Visitors to the San Diego Museum of Art are agreeably thrust back in time with its multi-media presentation, "Saint Peter and the Vatican: The Legacy of the Popes." This is the largest collection of the Vatican's artifacts, documents, and works of art - nearly 400 of them - ever to tour North America.

Touring with fellow parishioners through recreated environments tracing the evolution of the church and its papacy, we wound through recreations of dank avenues in the first century necropolis on Vatican Hill; touched paint buckets sitting on Michelangelo's creaking scaffolding from the 1500s; watched a film of the death of Pope Pius XI followed by the election of Pius XII in 1939; and strolled through the Holy Door opened by John Paul II for the Jubilee year 2000. But don't get the wrong idea. The presentation is less a kind of Catholic Disneyland and more like browsing through the pope's attic.

Visitorswill discover letters in Arabic, Korean, Japanese and other languages demonstrating the Church's missionary zeal. They can see the actual giant chalice with paten into which cardinals deposit their ballots during papal elections. In contrast to a glorious mosaic head of St. Peter from the fourth century and a breathtaking angel created by Giotto, a dull tin paten cut from the bottom of a can and a cheap glass goblet used for hurried Masses in a Nazi concentration camp powerfully testify to the heroism of martyrs in all ages.

The display contains a cut-away reconstruction of Constantine's stupendous basilica and explains how Pope St. Gregory the Great raised the floor under the altar to make room for the "confessio" in which the tombs of many popes are found. In a sketch by Bernini, St. Peter's arms become the colonnade the artist built, while Michelangelo laments in a letter to his brother that Julius II has not yet paid him.

Here are found items no longer used at papal Masses. The "pax," a wax or metal plate kissed by the pope at the Rite of Peace; the golden tube through which popes sipped the Precious Blood; and buskins - ornate stockings worn by bishops before donning even more ornate pontifical slippers.

Sightseers also can examine closeup the sedia gestoria, forerunner of the Popemobile, and the elegant flabellae, tall fans made of ostrich feathers.
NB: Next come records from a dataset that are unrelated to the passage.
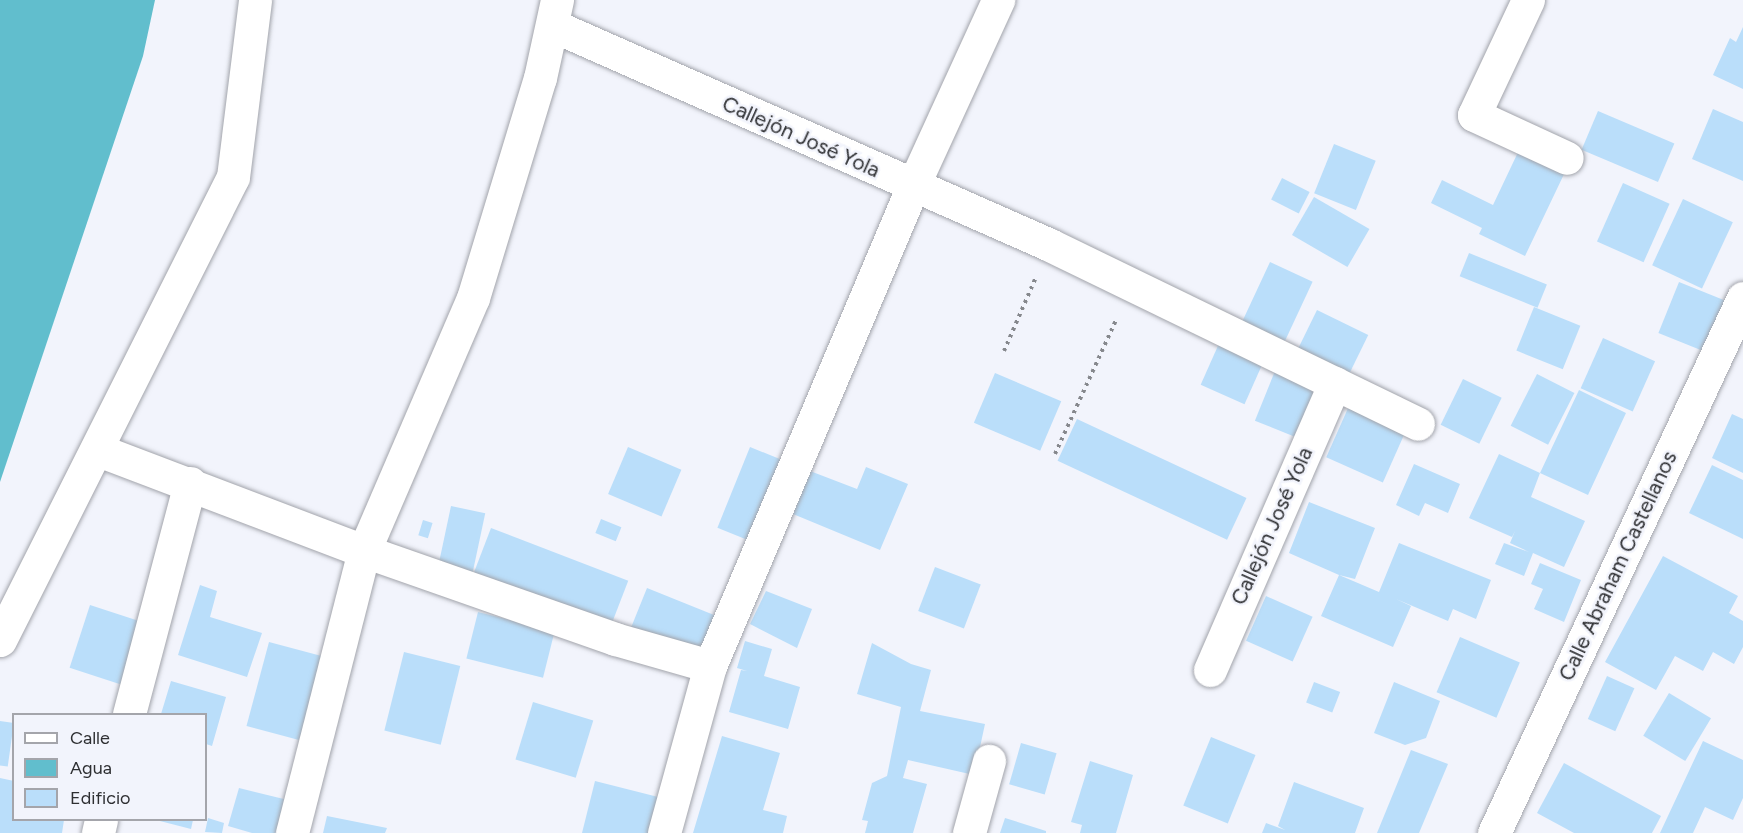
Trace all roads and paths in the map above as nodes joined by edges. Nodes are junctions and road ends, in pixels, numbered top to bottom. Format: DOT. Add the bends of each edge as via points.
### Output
graph roads {
  1 [pos="255,0"];
  2 [pos="998,0"];
  3 [pos="1528,0"];
  4 [pos="556,13"];
  5 [pos="1567,158"];
  6 [pos="913,186"];
  7 [pos="1050,245"];
  8 [pos="1131,287"];
  9 [pos="1743,298"];
  10 [pos="1004,351"];
  11 [pos="1335,383"];
  12 [pos="1418,424"];
  13 [pos="98,450"];
  14 [pos="1055,454"];
  15 [pos="190,483"];
  16 [pos="364,551"];
  17 [pos="0,640"];
  18 [pos="710,666"];
  19 [pos="1209,670"];
  20 [pos="129,713"];
  21 [pos="989,761"];
  22 [pos="292,833"];
  23 [pos="664,833"];
  24 [pos="969,833"];
  25 [pos="1494,833"];
  1 -- 13 [label="street" via="233,177"];
  2 -- 6 [label="street"];
  3 -- 5 [label="street" via="1474,115"];
  4 -- 6 [label="street, Callejón José Yola"];
  4 -- 16 [label="street" via="473,298"];
  6 -- 7 [label="street, Callejón José Yola"];
  6 -- 18 [label="street"];
  7 -- 8 [label="street, Callejón José Yola"];
  7 -- 10 [label="path"];
  8 -- 11 [label="street, Callejón José Yola"];
  8 -- 14 [label="path"];
  9 -- 25 [label="street, Calle Abraham Castellanos"];
  11 -- 12 [label="street, Callejón José Yola"];
  11 -- 19 [label="street, Callejón José Yola"];
  13 -- 15 [label="street"];
  13 -- 17 [label="street"];
  15 -- 16 [label="street"];
  15 -- 20 [label="street"];
  16 -- 18 [label="street" via="615,639"];
  16 -- 22 [label="street"];
  18 -- 23 [label="street"];
  21 -- 24 [label="street"];
}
These were used until the 1960s and always lent an exotic touch to pontifical processions.

Almost overlooked was the little hammer used by the "cardinal camerlengo" (the Dean of the College of Cardinals) who taps it against the forehead of the pope to be sure of his demise. My friend Barbara Sumner gently suggested that, if the pope wasn't dead, the hammer would certainly finish him off.
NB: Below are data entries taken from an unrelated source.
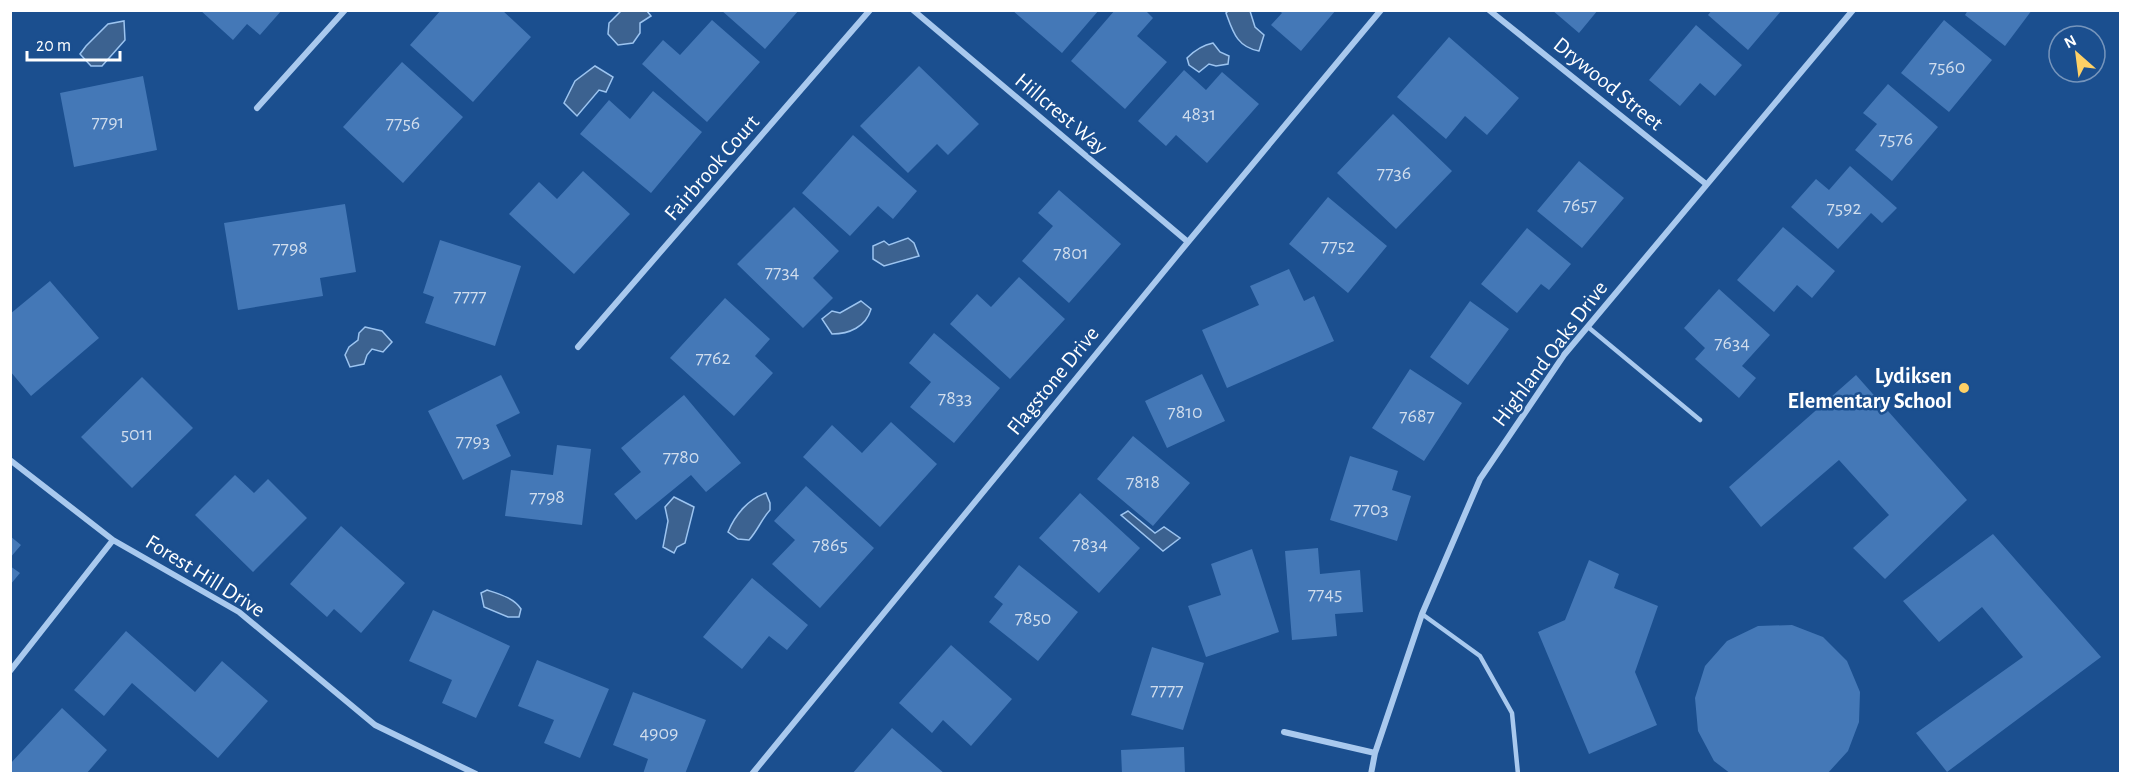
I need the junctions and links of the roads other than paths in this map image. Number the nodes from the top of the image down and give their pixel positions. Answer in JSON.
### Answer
{"nodes":[{"id":1,"x":345,"y":10,"type":"edge"},
{"id":2,"x":870,"y":10,"type":"edge"},
{"id":3,"x":913,"y":10,"type":"edge"},
{"id":4,"x":1381,"y":10,"type":"edge"},
{"id":5,"x":1489,"y":10,"type":"edge"},
{"id":6,"x":1853,"y":10,"type":"edge"},
{"id":7,"x":257,"y":108,"type":"dead end"},
{"id":8,"x":1706,"y":184,"type":"junction"},
{"id":9,"x":1188,"y":242,"type":"junction"},
{"id":10,"x":1588,"y":327,"type":"junction"},
{"id":11,"x":578,"y":347,"type":"dead end"},
{"id":12,"x":1700,"y":420,"type":"dead end"},
{"id":13,"x":10,"y":460,"type":"edge"},
{"id":14,"x":113,"y":540,"type":"junction"},
{"id":15,"x":1422,"y":614,"type":"junction"},
{"id":16,"x":10,"y":671,"type":"edge"},
{"id":17,"x":1284,"y":732,"type":"dead end"},
{"id":18,"x":1375,"y":753,"type":"junction"},
{"id":19,"x":476,"y":774,"type":"edge"},
{"id":20,"x":752,"y":774,"type":"edge"},
{"id":21,"x":1371,"y":774,"type":"edge"},
{"id":22,"x":1518,"y":774,"type":"edge"}],
"edges":[{"from":1,"to":7,"type":"street"},
{"from":2,"to":11,"type":"street","name":"Fairbrook Court"},
{"from":3,"to":9,"type":"street","name":"Hillcrest Way"},
{"from":4,"to":9,"type":"street","name":"Flagstone Drive"},
{"from":5,"to":8,"type":"street","name":"Drywood Street"},
{"from":6,"to":8,"type":"street","name":"Highland Oaks Drive"},
{"from":8,"to":10,"type":"street","name":"Highland Oaks Drive"},
{"from":9,"to":20,"type":"street","name":"Flagstone Drive"},
{"from":10,"to":12,"type":"lane"},
{"from":10,"to":15,"type":"street","name":"Highland Oaks Drive"},
{"from":13,"to":14,"type":"street","name":"Forest Hill Drive"},
{"from":14,"to":16,"type":"street"},
{"from":14,"to":19,"type":"street","name":"Forest Hill Drive"},
{"from":15,"to":18,"type":"street","name":"Highland Oaks Drive"},
{"from":15,"to":22,"type":"lane"},
{"from":17,"to":18,"type":"street"},
{"from":18,"to":21,"type":"street","name":"Highland Oaks Drive"}]}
A small grill on a shaft from the pope's coronation procession, last used in 1959, caught my attention. A cowled monk burned hemp or flax on it. As it quickly flared up amidst the surrounding splendor, the monk famously chanted, "Sic transit gloria mundi!" -- "Thus passes the glory of the world!"

The display demonstrates changing tastes in papal vestments. DeForeest, my nearly 15-year-old son, was impressed by everything except Urban VIII's baroque, Florentine-styled dalmatic and fiddle-front chasuble with their fussy floral motif. "They look like somebody cut up a table cloth," was his considered assessment.

Be warned! There are just enough minor errors of commission and omission in the headset commentary and explanatory display cards to be annoying. For instance, architecturally, the word "ciborium" refers to a structure, either vaulted or domed, supported by four columns, built over a high altar. Here, however, we are told the ciborium is the high altar itself.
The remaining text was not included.